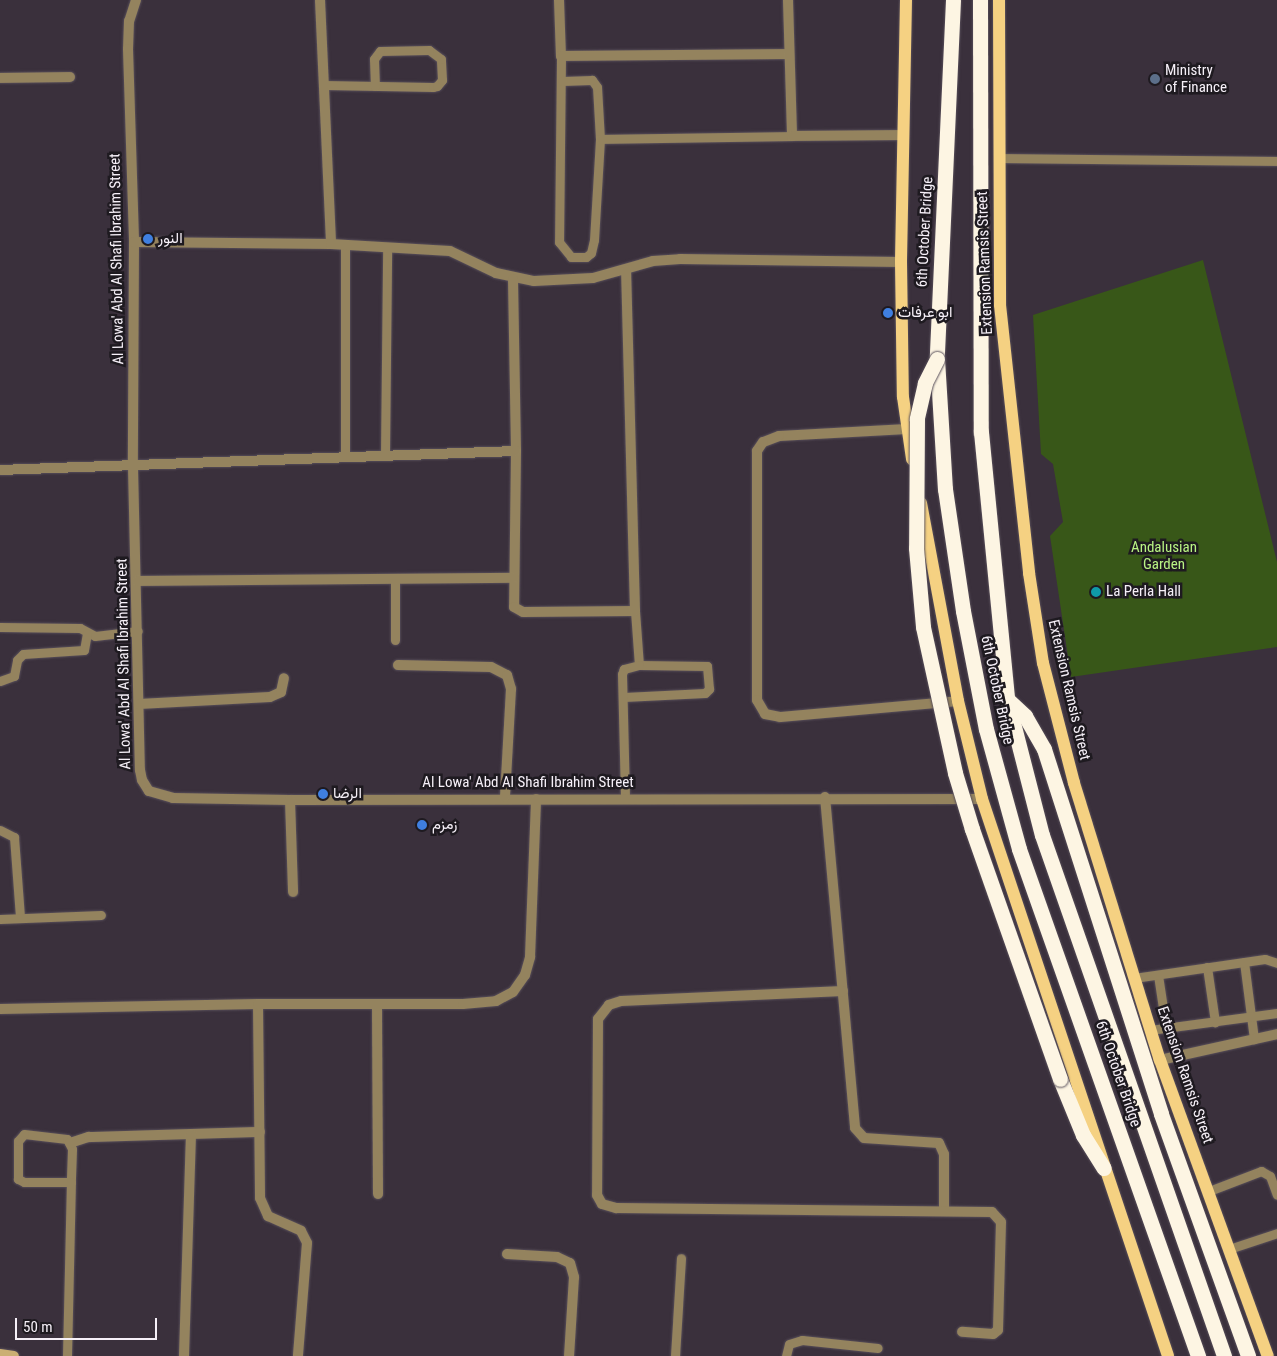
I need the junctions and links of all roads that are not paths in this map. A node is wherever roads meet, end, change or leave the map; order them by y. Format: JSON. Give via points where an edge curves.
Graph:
{"nodes":[{"id":1,"x":136,"y":0,"type":"edge"},
{"id":2,"x":320,"y":0,"type":"edge"},
{"id":3,"x":559,"y":0,"type":"edge"},
{"id":4,"x":788,"y":0,"type":"edge"},
{"id":5,"x":906,"y":0,"type":"edge"},
{"id":6,"x":953,"y":0,"type":"edge"},
{"id":7,"x":980,"y":0,"type":"edge"},
{"id":8,"x":999,"y":0,"type":"edge"},
{"id":9,"x":788,"y":54,"type":"junction"},
{"id":10,"x":561,"y":56,"type":"junction"},
{"id":11,"x":70,"y":77,"type":"dead end"},
{"id":12,"x":0,"y":78,"type":"edge"},
{"id":13,"x":562,"y":81,"type":"junction"},
{"id":14,"x":324,"y":85,"type":"junction"},
{"id":15,"x":375,"y":86,"type":"junction"},
{"id":16,"x":903,"y":134,"type":"junction"},
{"id":17,"x":792,"y":136,"type":"junction"},
{"id":18,"x":600,"y":139,"type":"junction"},
{"id":19,"x":999,"y":158,"type":"junction"},
{"id":20,"x":1277,"y":161,"type":"edge"},
{"id":21,"x":134,"y":242,"type":"junction"},
{"id":22,"x":330,"y":244,"type":"junction"},
{"id":23,"x":345,"y":245,"type":"junction"},
{"id":24,"x":387,"y":248,"type":"junction"},
{"id":25,"x":901,"y":262,"type":"junction"},
{"id":26,"x":626,"y":270,"type":"junction"},
{"id":27,"x":513,"y":279,"type":"junction"},
{"id":28,"x":937,"y":359,"type":"junction"},
{"id":29,"x":907,"y":428,"type":"junction"},
{"id":30,"x":516,"y":451,"type":"junction"},
{"id":31,"x":345,"y":456,"type":"junction"},
{"id":32,"x":385,"y":456,"type":"junction"},
{"id":33,"x":133,"y":467,"type":"junction"},
{"id":34,"x":0,"y":470,"type":"edge"},
{"id":35,"x":514,"y":578,"type":"junction"},
{"id":36,"x":395,"y":579,"type":"junction"},
{"id":37,"x":137,"y":582,"type":"junction"},
{"id":38,"x":635,"y":611,"type":"junction"},
{"id":39,"x":0,"y":627,"type":"edge"},
{"id":40,"x":138,"y":631,"type":"junction"},
{"id":41,"x":86,"y":634,"type":"junction"},
{"id":42,"x":395,"y":640,"type":"dead end"},
{"id":43,"x":398,"y":665,"type":"dead end"},
{"id":44,"x":639,"y":665,"type":"junction"},
{"id":45,"x":284,"y":678,"type":"dead end"},
{"id":46,"x":0,"y":681,"type":"edge"},
{"id":47,"x":624,"y":697,"type":"junction"},
{"id":48,"x":1007,"y":699,"type":"junction"},
{"id":49,"x":958,"y":701,"type":"junction"},
{"id":50,"x":139,"y":704,"type":"junction"},
{"id":51,"x":505,"y":797,"type":"junction"},
{"id":52,"x":825,"y":797,"type":"junction"},
{"id":53,"x":625,"y":798,"type":"junction"},
{"id":54,"x":982,"y":799,"type":"junction"},
{"id":55,"x":290,"y":800,"type":"junction"},
{"id":56,"x":536,"y":800,"type":"junction"},
{"id":57,"x":0,"y":830,"type":"edge"},
{"id":58,"x":293,"y":892,"type":"dead end"},
{"id":59,"x":101,"y":915,"type":"dead end"},
{"id":60,"x":20,"y":917,"type":"junction"},
{"id":61,"x":0,"y":919,"type":"edge"},
{"id":62,"x":1244,"y":962,"type":"junction"},
{"id":63,"x":1277,"y":963,"type":"edge"},
{"id":64,"x":1207,"y":967,"type":"junction"},
{"id":65,"x":1158,"y":974,"type":"junction"},
{"id":66,"x":1134,"y":978,"type":"junction"},
{"id":67,"x":843,"y":991,"type":"junction"},
{"id":68,"x":258,"y":1004,"type":"junction"},
{"id":69,"x":377,"y":1004,"type":"junction"},
{"id":70,"x":0,"y":1009,"type":"edge"},
{"id":71,"x":1277,"y":1013,"type":"edge"},
{"id":72,"x":1251,"y":1017,"type":"junction"},
{"id":73,"x":1215,"y":1022,"type":"junction"},
{"id":74,"x":1166,"y":1028,"type":"junction"},
{"id":75,"x":1150,"y":1030,"type":"junction"},
{"id":76,"x":1277,"y":1034,"type":"edge"},
{"id":77,"x":1254,"y":1039,"type":"junction"},
{"id":78,"x":1160,"y":1060,"type":"junction"},
{"id":79,"x":260,"y":1132,"type":"junction"},
{"id":80,"x":191,"y":1134,"type":"junction"},
{"id":81,"x":70,"y":1143,"type":"junction"},
{"id":82,"x":1104,"y":1168,"type":"junction"},
{"id":83,"x":71,"y":1182,"type":"junction"},
{"id":84,"x":1209,"y":1191,"type":"junction"},
{"id":85,"x":378,"y":1194,"type":"dead end"},
{"id":86,"x":1277,"y":1195,"type":"edge"},
{"id":87,"x":944,"y":1211,"type":"junction"},
{"id":88,"x":1277,"y":1233,"type":"edge"},
{"id":89,"x":1229,"y":1249,"type":"junction"},
{"id":90,"x":507,"y":1254,"type":"dead end"},
{"id":91,"x":681,"y":1258,"type":"dead end"},
{"id":92,"x":962,"y":1332,"type":"dead end"},
{"id":93,"x":878,"y":1348,"type":"dead end"},
{"id":94,"x":0,"y":1354,"type":"edge"},
{"id":95,"x":14,"y":1356,"type":"edge"},
{"id":96,"x":67,"y":1356,"type":"edge"},
{"id":97,"x":184,"y":1356,"type":"edge"},
{"id":98,"x":298,"y":1356,"type":"edge"},
{"id":99,"x":569,"y":1356,"type":"edge"},
{"id":100,"x":674,"y":1356,"type":"edge"},
{"id":101,"x":786,"y":1356,"type":"edge"},
{"id":102,"x":1168,"y":1356,"type":"edge"},
{"id":103,"x":1198,"y":1356,"type":"edge"},
{"id":104,"x":1224,"y":1356,"type":"edge"},
{"id":105,"x":1248,"y":1356,"type":"edge"},
{"id":106,"x":1268,"y":1356,"type":"edge"}],
"edges":[{"from":1,"to":21,"type":"street","name":"Al Lowa' Abd Al Shafi Ibrahim Street","via":[[129,21],[128,48]]},
{"from":2,"to":14,"type":"street"},
{"from":3,"to":10,"type":"street"},
{"from":4,"to":9,"type":"street"},
{"from":5,"to":16,"type":"main road"},
{"from":6,"to":28,"type":"highway","name":"6th October Bridge"},
{"from":7,"to":48,"type":"highway","name":"6th October Bridge","via":[[981,432]]},
{"from":8,"to":19,"type":"main road","name":"Extension Ramsis Street"},
{"from":9,"to":10,"type":"street"},
{"from":9,"to":17,"type":"street"},
{"from":10,"to":13,"type":"lane"},
{"from":11,"to":12,"type":"street"},
{"from":13,"to":18,"type":"lane","via":[[592,80],[596,83]]},
{"from":13,"to":18,"type":"lane","via":[[560,242],[571,258],[586,257],[593,246]]},
{"from":14,"to":15,"type":"lane"},
{"from":14,"to":22,"type":"street"},
{"from":15,"to":15,"type":"lane","via":[[437,86],[442,80],[441,59],[429,50],[380,51],[374,59]]},
{"from":16,"to":17,"type":"street"},
{"from":16,"to":25,"type":"main road"},
{"from":17,"to":18,"type":"lane"},
{"from":19,"to":20,"type":"lane"},
{"from":19,"to":66,"type":"main road","name":"Extension Ramsis Street","via":[[1000,305],[1029,573],[1043,663],[1074,784]]},
{"from":21,"to":22,"type":"street"},
{"from":21,"to":33,"type":"street","name":"Al Lowa' Abd Al Shafi Ibrahim Street"},
{"from":22,"to":23,"type":"street"},
{"from":23,"to":24,"type":"street"},
{"from":23,"to":31,"type":"lane"},
{"from":24,"to":27,"type":"street","via":[[450,251]]},
{"from":24,"to":32,"type":"lane"},
{"from":25,"to":26,"type":"street","via":[[680,259],[654,261]]},
{"from":25,"to":29,"type":"main road","via":[[903,397]]},
{"from":26,"to":27,"type":"street","via":[[593,278]]},
{"from":26,"to":38,"type":"street"},
{"from":27,"to":30,"type":"street"},
{"from":28,"to":82,"type":"highway","bridge":true,"via":[[925,383],[917,419],[916,548],[923,627],[955,773],[972,829],[1060,1079],[1083,1135]]},
{"from":28,"to":103,"type":"highway","name":"6th October Bridge","via":[[945,489],[963,611],[1002,790],[1019,848]]},
{"from":29,"to":49,"type":"main road"},
{"from":29,"to":49,"type":"street","via":[[780,436],[763,442],[758,451],[757,700],[765,714],[780,717]]},
{"from":30,"to":32,"type":"street"},
{"from":30,"to":35,"type":"street"},
{"from":31,"to":32,"type":"street"},
{"from":31,"to":33,"type":"street"},
{"from":33,"to":34,"type":"street"},
{"from":33,"to":37,"type":"street","name":"Al Lowa' Abd Al Shafi Ibrahim Street"},
{"from":35,"to":36,"type":"street"},
{"from":35,"to":38,"type":"street","via":[[513,603],[520,612]]},
{"from":36,"to":37,"type":"street"},
{"from":36,"to":42,"type":"lane"},
{"from":37,"to":40,"type":"street","name":"Al Lowa' Abd Al Shafi Ibrahim Street"},
{"from":38,"to":44,"type":"lane"},
{"from":39,"to":41,"type":"lane","via":[[80,628]]},
{"from":40,"to":41,"type":"lane","via":[[95,636]]},
{"from":40,"to":50,"type":"street","name":"Al Lowa' Abd Al Shafi Ibrahim Street"},
{"from":41,"to":46,"type":"lane","via":[[84,650],[23,654],[17,660],[14,676]]},
{"from":43,"to":51,"type":"street","via":[[491,667],[507,675],[511,689]]},
{"from":44,"to":47,"type":"lane","via":[[624,669]]},
{"from":44,"to":47,"type":"lane","via":[[704,663],[708,667],[709,689],[705,693]]},
{"from":45,"to":50,"type":"street","via":[[281,692],[270,697]]},
{"from":47,"to":53,"type":"lane"},
{"from":48,"to":104,"type":"highway","name":"6th October Bridge","via":[[1047,851]]},
{"from":48,"to":105,"type":"highway","via":[[1025,716],[1044,749],[1161,1114]]},
{"from":49,"to":54,"type":"main road"},
{"from":50,"to":55,"type":"street","name":"Al Lowa' Abd Al Shafi Ibrahim Street","via":[[141,775],[149,791],[173,798]]},
{"from":51,"to":55,"type":"street","name":"Al Lowa' Abd Al Shafi Ibrahim Street"},
{"from":51,"to":56,"type":"street","name":"Al Lowa' Abd Al Shafi Ibrahim Street"},
{"from":52,"to":53,"type":"street","name":"Al Lowa' Abd Al Shafi Ibrahim Street"},
{"from":52,"to":54,"type":"street","name":"Al Lowa' Abd Al Shafi Ibrahim Street"},
{"from":52,"to":67,"type":"street"},
{"from":53,"to":56,"type":"street","name":"Al Lowa' Abd Al Shafi Ibrahim Street"},
{"from":54,"to":82,"type":"main road"},
{"from":55,"to":58,"type":"street"},
{"from":56,"to":69,"type":"street","via":[[530,957],[525,975],[513,992],[496,1001],[463,1004]]},
{"from":57,"to":60,"type":"lane","via":[[14,837]]},
{"from":59,"to":60,"type":"lane"},
{"from":60,"to":61,"type":"lane"},
{"from":62,"to":63,"type":"lane","via":[[1265,959]]},
{"from":62,"to":64,"type":"lane"},
{"from":62,"to":72,"type":"lane"},
{"from":64,"to":65,"type":"lane"},
{"from":64,"to":73,"type":"lane"},
{"from":65,"to":66,"type":"lane"},
{"from":65,"to":74,"type":"lane"},
{"from":66,"to":75,"type":"main road","name":"Extension Ramsis Street"},
{"from":67,"to":87,"type":"street","via":[[858,1134],[870,1140],[939,1143],[944,1154]]},
{"from":67,"to":87,"type":"street","via":[[621,1001],[608,1005],[598,1019],[597,1195],[602,1204],[616,1208]]},
{"from":68,"to":69,"type":"street"},
{"from":68,"to":70,"type":"street"},
{"from":68,"to":79,"type":"street"},
{"from":69,"to":85,"type":"street"},
{"from":71,"to":72,"type":"lane"},
{"from":72,"to":73,"type":"lane"},
{"from":72,"to":77,"type":"lane"},
{"from":73,"to":74,"type":"lane"},
{"from":74,"to":75,"type":"lane"},
{"from":75,"to":78,"type":"main road","name":"Extension Ramsis Street"},
{"from":76,"to":77,"type":"street"},
{"from":77,"to":78,"type":"street"},
{"from":78,"to":84,"type":"main road","name":"Extension Ramsis Street"},
{"from":79,"to":80,"type":"street"},
{"from":79,"to":98,"type":"street","via":[[263,1208],[274,1220],[301,1231],[306,1243]]},
{"from":80,"to":81,"type":"street","via":[[89,1137]]},
{"from":80,"to":97,"type":"street"},
{"from":81,"to":83,"type":"lane"},
{"from":81,"to":83,"type":"lane","via":[[57,1135],[22,1136],[18,1141],[17,1175],[24,1182]]},
{"from":82,"to":102,"type":"main road"},
{"from":83,"to":96,"type":"lane"},
{"from":84,"to":86,"type":"lane","via":[[1261,1171],[1270,1176]]},
{"from":84,"to":89,"type":"main road","name":"Extension Ramsis Street"},
{"from":87,"to":92,"type":"street","via":[[992,1212],[1001,1222],[998,1330],[993,1334]]},
{"from":88,"to":89,"type":"lane"},
{"from":89,"to":106,"type":"main road","name":"Extension Ramsis Street"},
{"from":90,"to":99,"type":"street","via":[[557,1257],[570,1263],[574,1277]]},
{"from":91,"to":100,"type":"lane"},
{"from":93,"to":101,"type":"lane","via":[[802,1340],[789,1344]]},
{"from":94,"to":95,"type":"main road"}]}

Problem to work on - Reproduce each line of the records in which the string "Shafi" appears.

Completed task -
"edges":[{"from":1,"to":21,"type":"street","name":"Al Lowa' Abd Al Shafi Ibrahim Street","via":[[129,21],[128,48]]},
{"from":21,"to":33,"type":"street","name":"Al Lowa' Abd Al Shafi Ibrahim Street"},
{"from":33,"to":37,"type":"street","name":"Al Lowa' Abd Al Shafi Ibrahim Street"},
{"from":37,"to":40,"type":"street","name":"Al Lowa' Abd Al Shafi Ibrahim Street"},
{"from":40,"to":50,"type":"street","name":"Al Lowa' Abd Al Shafi Ibrahim Street"},
{"from":50,"to":55,"type":"street","name":"Al Lowa' Abd Al Shafi Ibrahim Street","via":[[141,775],[149,791],[173,798]]},
{"from":51,"to":55,"type":"street","name":"Al Lowa' Abd Al Shafi Ibrahim Street"},
{"from":51,"to":56,"type":"street","name":"Al Lowa' Abd Al Shafi Ibrahim Street"},
{"from":52,"to":53,"type":"street","name":"Al Lowa' Abd Al Shafi Ibrahim Street"},
{"from":52,"to":54,"type":"street","name":"Al Lowa' Abd Al Shafi Ibrahim Street"},
{"from":53,"to":56,"type":"street","name":"Al Lowa' Abd Al Shafi Ibrahim Street"},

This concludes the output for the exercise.